_REQUIREMENT_:
Set the entries down once more, exactly as they are worded.

-------- RECORDS FOR THE TASK --------

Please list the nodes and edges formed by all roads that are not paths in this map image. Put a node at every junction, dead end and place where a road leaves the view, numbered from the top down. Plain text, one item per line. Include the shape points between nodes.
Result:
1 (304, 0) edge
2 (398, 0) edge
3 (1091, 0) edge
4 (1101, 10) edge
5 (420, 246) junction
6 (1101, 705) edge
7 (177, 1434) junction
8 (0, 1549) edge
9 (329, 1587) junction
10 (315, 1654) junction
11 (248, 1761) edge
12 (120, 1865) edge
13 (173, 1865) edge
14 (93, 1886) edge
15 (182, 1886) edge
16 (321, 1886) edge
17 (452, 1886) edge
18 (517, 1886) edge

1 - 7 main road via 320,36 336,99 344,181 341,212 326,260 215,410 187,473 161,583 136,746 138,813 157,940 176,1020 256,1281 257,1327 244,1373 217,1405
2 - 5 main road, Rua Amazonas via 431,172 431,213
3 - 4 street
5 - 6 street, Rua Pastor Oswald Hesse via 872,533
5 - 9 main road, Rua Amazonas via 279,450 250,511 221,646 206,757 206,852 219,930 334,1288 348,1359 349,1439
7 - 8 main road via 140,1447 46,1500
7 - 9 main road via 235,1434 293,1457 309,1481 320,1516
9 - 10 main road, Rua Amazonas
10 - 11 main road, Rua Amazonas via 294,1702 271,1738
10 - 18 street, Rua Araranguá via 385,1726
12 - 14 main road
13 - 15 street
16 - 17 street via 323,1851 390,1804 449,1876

--------

_SOLUTION_:
Please list the nodes and edges formed by all roads that are not paths in this map image. Put a node at every junction, dead end and place where a road leaves the view, numbered from the top down. Plain text, one item per line. Include the shape points between nodes.
Result:
1 (304, 0) edge
2 (398, 0) edge
3 (1091, 0) edge
4 (1101, 10) edge
5 (420, 246) junction
6 (1101, 705) edge
7 (177, 1434) junction
8 (0, 1549) edge
9 (329, 1587) junction
10 (315, 1654) junction
11 (248, 1761) edge
12 (120, 1865) edge
13 (173, 1865) edge
14 (93, 1886) edge
15 (182, 1886) edge
16 (321, 1886) edge
17 (452, 1886) edge
18 (517, 1886) edge

1 - 7 main road via 320,36 336,99 344,181 341,212 326,260 215,410 187,473 161,583 136,746 138,813 157,940 176,1020 256,1281 257,1327 244,1373 217,1405
2 - 5 main road, Rua Amazonas via 431,172 431,213
3 - 4 street
5 - 6 street, Rua Pastor Oswald Hesse via 872,533
5 - 9 main road, Rua Amazonas via 279,450 250,511 221,646 206,757 206,852 219,930 334,1288 348,1359 349,1439
7 - 8 main road via 140,1447 46,1500
7 - 9 main road via 235,1434 293,1457 309,1481 320,1516
9 - 10 main road, Rua Amazonas
10 - 11 main road, Rua Amazonas via 294,1702 271,1738
10 - 18 street, Rua Araranguá via 385,1726
12 - 14 main road
13 - 15 street
16 - 17 street via 323,1851 390,1804 449,1876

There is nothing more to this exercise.